[Stored data]
+++
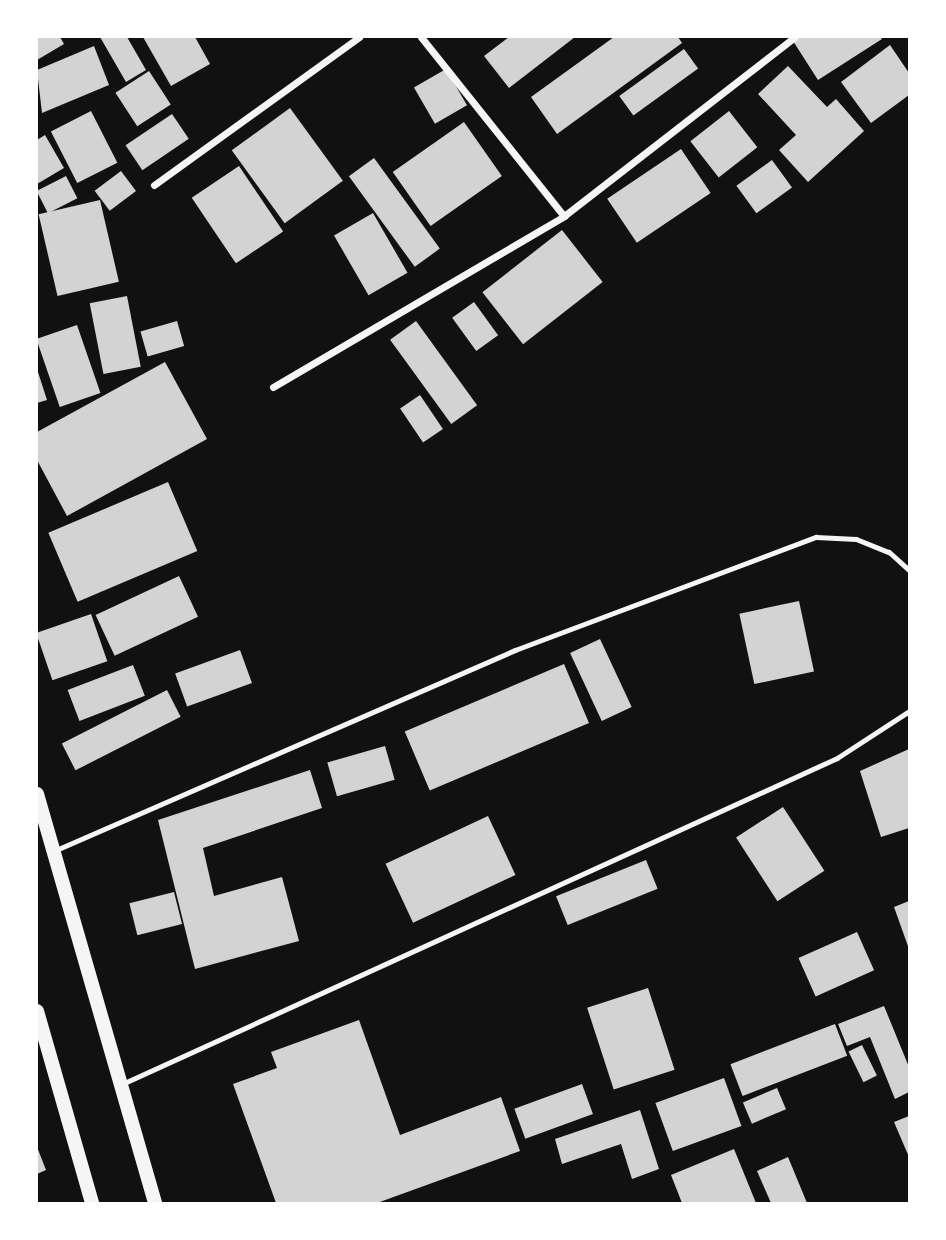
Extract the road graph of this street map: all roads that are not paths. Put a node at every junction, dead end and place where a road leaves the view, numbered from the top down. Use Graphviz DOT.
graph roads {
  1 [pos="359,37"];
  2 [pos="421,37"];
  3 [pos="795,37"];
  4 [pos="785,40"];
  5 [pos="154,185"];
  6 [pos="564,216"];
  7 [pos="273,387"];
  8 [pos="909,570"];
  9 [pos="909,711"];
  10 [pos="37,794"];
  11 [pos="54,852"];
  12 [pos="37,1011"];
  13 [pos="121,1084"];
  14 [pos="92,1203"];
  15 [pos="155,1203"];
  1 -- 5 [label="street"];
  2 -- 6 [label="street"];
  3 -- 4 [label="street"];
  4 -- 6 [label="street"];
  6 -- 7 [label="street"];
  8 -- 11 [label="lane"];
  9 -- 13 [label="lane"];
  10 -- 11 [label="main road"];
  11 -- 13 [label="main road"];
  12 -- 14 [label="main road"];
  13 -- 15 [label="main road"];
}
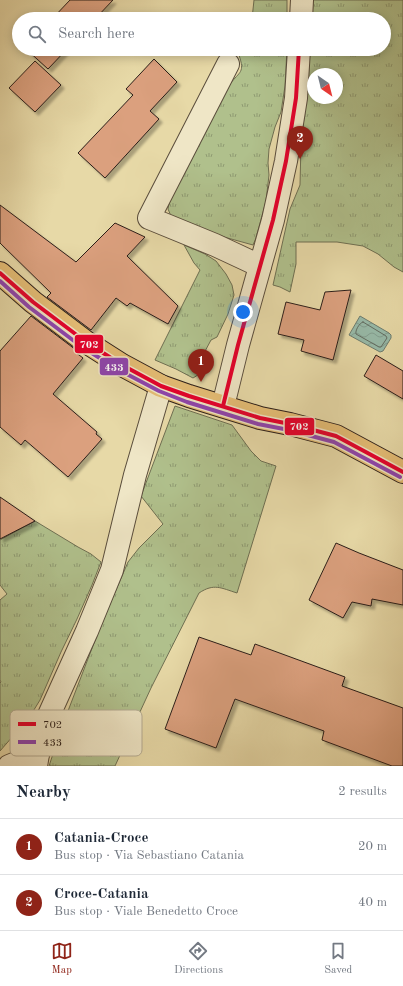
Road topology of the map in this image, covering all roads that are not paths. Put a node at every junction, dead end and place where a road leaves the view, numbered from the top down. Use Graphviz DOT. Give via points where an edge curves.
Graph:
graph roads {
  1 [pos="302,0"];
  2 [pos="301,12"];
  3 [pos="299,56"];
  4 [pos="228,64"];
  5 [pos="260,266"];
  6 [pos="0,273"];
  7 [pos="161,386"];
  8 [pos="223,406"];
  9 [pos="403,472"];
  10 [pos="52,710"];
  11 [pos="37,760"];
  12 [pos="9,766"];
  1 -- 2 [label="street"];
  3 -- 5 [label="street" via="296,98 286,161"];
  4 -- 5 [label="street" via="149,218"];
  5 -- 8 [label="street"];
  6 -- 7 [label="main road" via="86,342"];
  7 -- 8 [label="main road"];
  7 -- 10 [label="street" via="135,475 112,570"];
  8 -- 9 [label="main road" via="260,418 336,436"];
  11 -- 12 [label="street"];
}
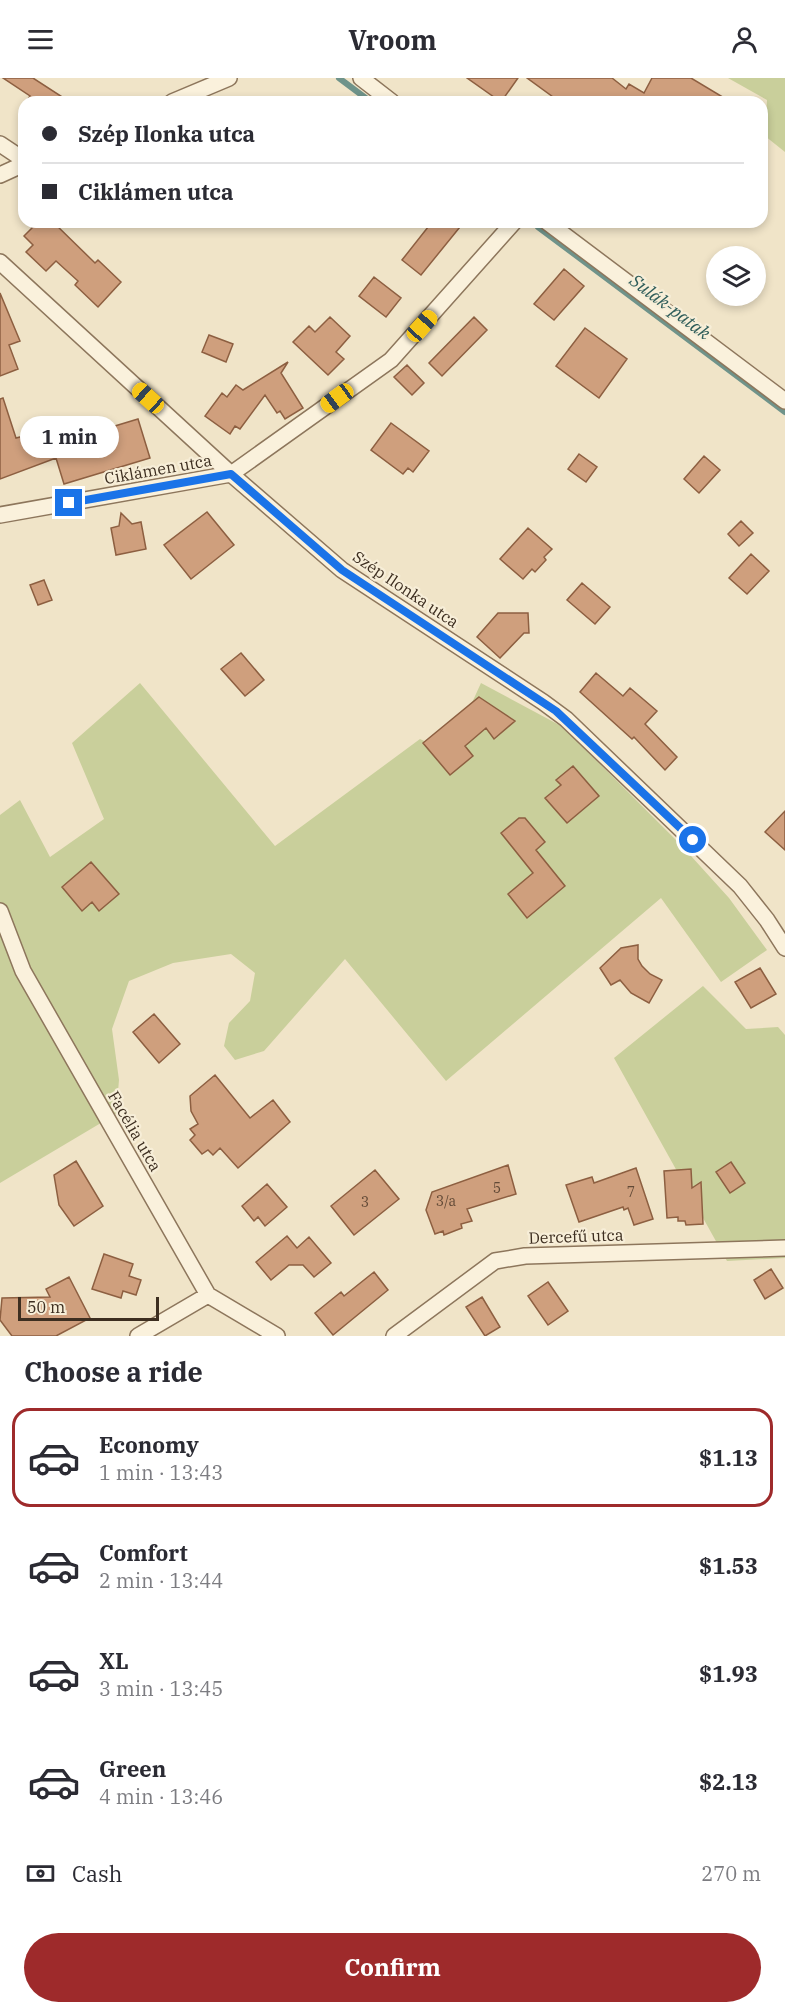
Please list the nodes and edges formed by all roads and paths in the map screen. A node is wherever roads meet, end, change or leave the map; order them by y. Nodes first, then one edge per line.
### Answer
+++
§ **TASK DESCRIPTION**: Write the data out again exactly, but without its images.

§ **SOLVED EXERCISE**:
Extract the road graph of this street map: all roads that are not paths. Put a node at every junction, dead end and place where a road leaves the view, numbered from the top down. Use Graphviz DOT.
graph roads {
  1 [pos="359,37"];
  2 [pos="421,37"];
  3 [pos="795,37"];
  4 [pos="785,40"];
  5 [pos="154,185"];
  6 [pos="564,216"];
  7 [pos="273,387"];
  8 [pos="909,570"];
  9 [pos="909,711"];
  10 [pos="37,794"];
  11 [pos="54,852"];
  12 [pos="37,1011"];
  13 [pos="121,1084"];
  14 [pos="92,1203"];
  15 [pos="155,1203"];
  1 -- 5 [label="street"];
  2 -- 6 [label="street"];
  3 -- 4 [label="street"];
  4 -- 6 [label="street"];
  6 -- 7 [label="street"];
  8 -- 11 [label="lane"];
  9 -- 13 [label="lane"];
  10 -- 11 [label="main road"];
  11 -- 13 [label="main road"];
  12 -- 14 [label="main road"];
  13 -- 15 [label="main road"];
}
Road topology of the map in this image, covering all roads that are not paths. Put a node at every junction, dead end and place where a road leaves the view, numbered from the top down. Use Graphviz DOT. Give via points where an edge curves.
Graph:
graph roads {
  1 [pos="302,0"];
  2 [pos="301,12"];
  3 [pos="299,56"];
  4 [pos="228,64"];
  5 [pos="260,266"];
  6 [pos="0,273"];
  7 [pos="161,386"];
  8 [pos="223,406"];
  9 [pos="403,472"];
  10 [pos="52,710"];
  11 [pos="37,760"];
  12 [pos="9,766"];
  1 -- 2 [label="street"];
  3 -- 5 [label="street" via="296,98 286,161"];
  4 -- 5 [label="street" via="149,218"];
  5 -- 8 [label="street"];
  6 -- 7 [label="main road" via="86,342"];
  7 -- 8 [label="main road"];
  7 -- 10 [label="street" via="135,475 112,570"];
  8 -- 9 [label="main road" via="260,418 336,436"];
  11 -- 12 [label="street"];
}
Please list the nodes and edges formed by all roads and paths in the map screen. A node is wherever roads meet, end, change or leave the map; order them by y. Nodes first, then one edge per line.
### Answer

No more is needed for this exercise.